»»

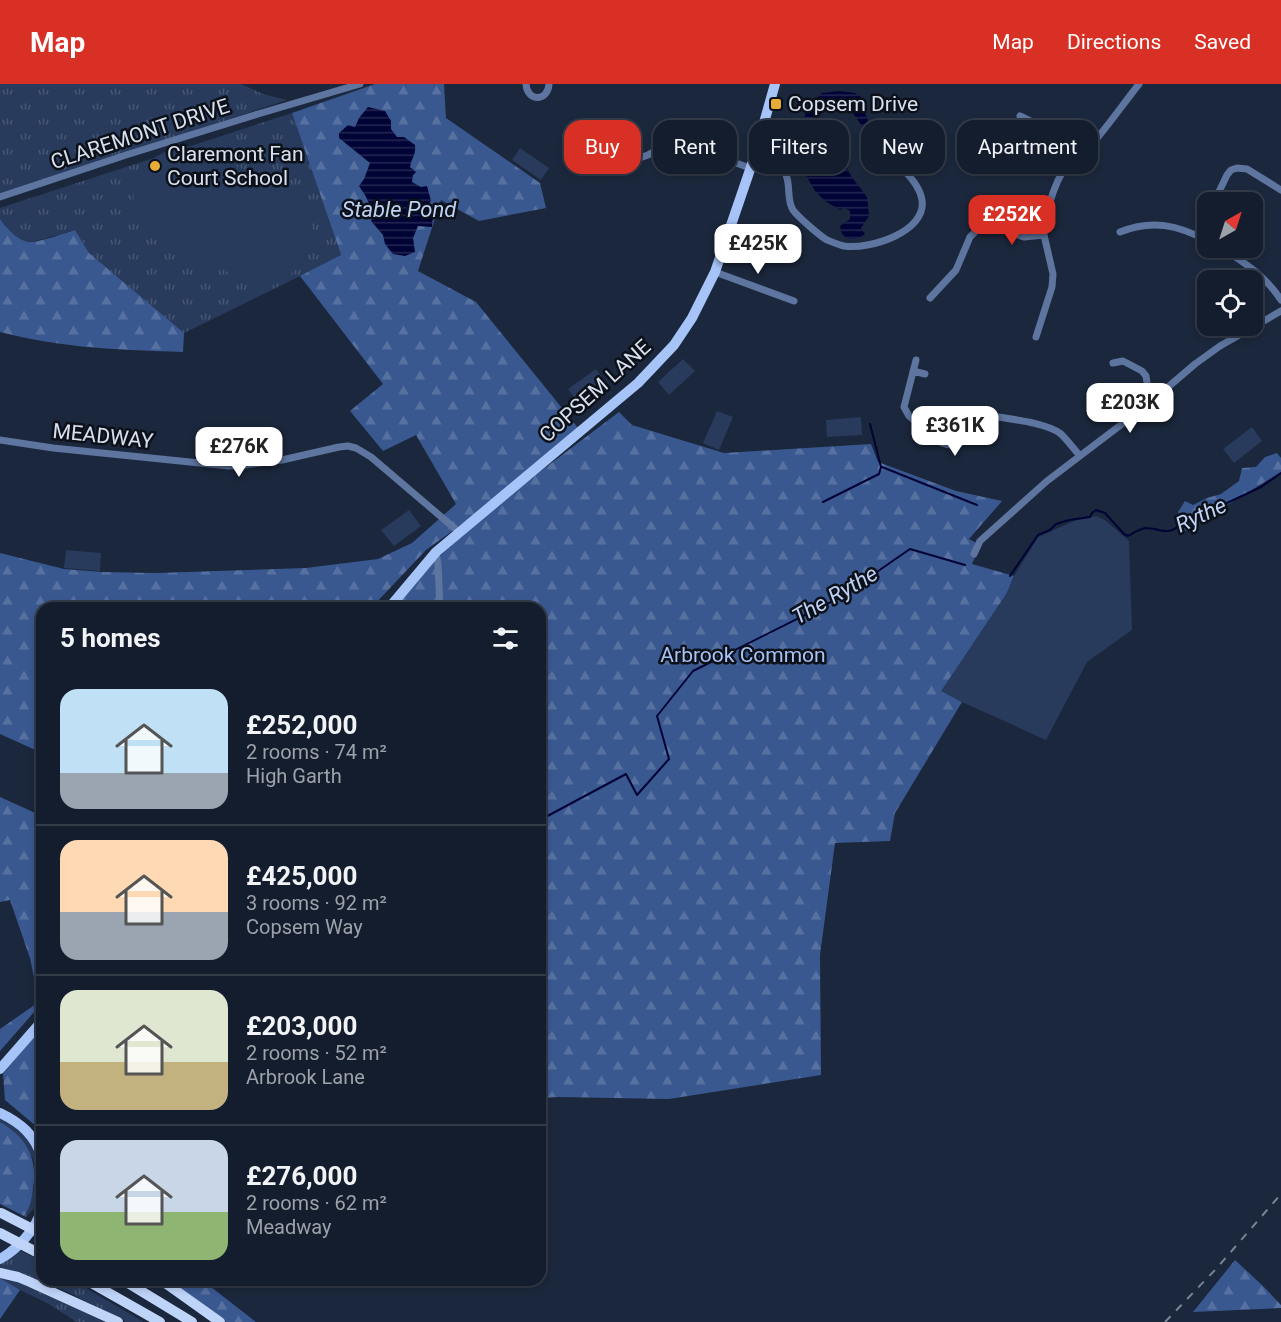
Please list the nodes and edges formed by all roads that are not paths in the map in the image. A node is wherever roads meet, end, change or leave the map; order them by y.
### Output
1 (360, 84) edge
2 (526, 84) edge
3 (549, 84) edge
4 (776, 84) edge
5 (1139, 84) edge
6 (1020, 116) dead end
7 (765, 120) edge
8 (1028, 120) edge
9 (1098, 136) edge
10 (641, 157) edge
11 (749, 162) edge
12 (749, 172) edge
13 (786, 174) edge
14 (907, 174) edge
15 (1061, 174) edge
16 (1281, 190) edge
17 (1219, 192) edge
18 (0, 197) edge
19 (1120, 232) dead end
20 (1044, 235) junction
21 (1197, 235) edge
22 (1235, 258) edge
23 (715, 273) junction
24 (930, 298) dead end
25 (1281, 300) edge
26 (794, 301) dead end
27 (1281, 311) edge
28 (1036, 337) dead end
29 (1121, 352) dead end
30 (916, 360) dead end
31 (1123, 361) junction
32 (1113, 363) dead end
33 (913, 371) junction
34 (925, 374) dead end
35 (1153, 400) junction
36 (0, 440) edge
37 (1080, 456) junction
38 (459, 532) junction
39 (436, 552) junction
40 (974, 554) dead end
41 (394, 602) edge
42 (440, 602) edge
43 (36, 1028) edge
44 (2, 1067) edge
45 (0, 1103) edge
46 (4, 1115) edge
47 (36, 1142) edge
48 (1, 1213) edge
49 (36, 1222) edge
50 (36, 1231) edge
51 (0, 1233) edge
52 (36, 1252) edge
53 (0, 1259) edge
54 (0, 1273) edge
55 (36, 1285) edge
56 (39, 1286) edge
57 (97, 1286) edge
58 (133, 1286) edge
59 (169, 1286) edge
60 (118, 1322) edge
61 (160, 1322) edge
62 (192, 1322) edge
63 (220, 1322) edge

1 - 18 street, CLAREMONT DRIVE
2 - 3 street
4 - 7 main road, COPSEM LANE
5 - 9 street
6 - 8 street
10 - 11 street
12 - 23 main road, COPSEM LANE
13 - 14 street
15 - 20 street
16 - 17 street
19 - 21 street
20 - 24 street
20 - 28 street
22 - 25 street
23 - 26 street
23 - 38 main road, COPSEM LANE
27 - 35 street
29 - 31 street
30 - 33 street
31 - 32 street
31 - 35 street
33 - 34 street
33 - 37 street
35 - 37 street
36 - 38 street, MEADWAY
37 - 40 street
38 - 39 main road, COPSEM LANE
39 - 41 main road, COPSEM LANE
39 - 42 street
43 - 44 main road
45 - 46 main road
46 - 47 main road
48 - 50 highway, bridge
49 - 53 main road
51 - 52 highway, bridge
54 - 55 highway
56 - 60 highway
57 - 61 highway
58 - 62 highway
59 - 63 highway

««

# Description of the task:
Once you have checked every line of the material above, return the ones that hold the string "junction".

# Answer box:
20 (1044, 235) junction
23 (715, 273) junction
31 (1123, 361) junction
33 (913, 371) junction
35 (1153, 400) junction
37 (1080, 456) junction
38 (459, 532) junction
39 (436, 552) junction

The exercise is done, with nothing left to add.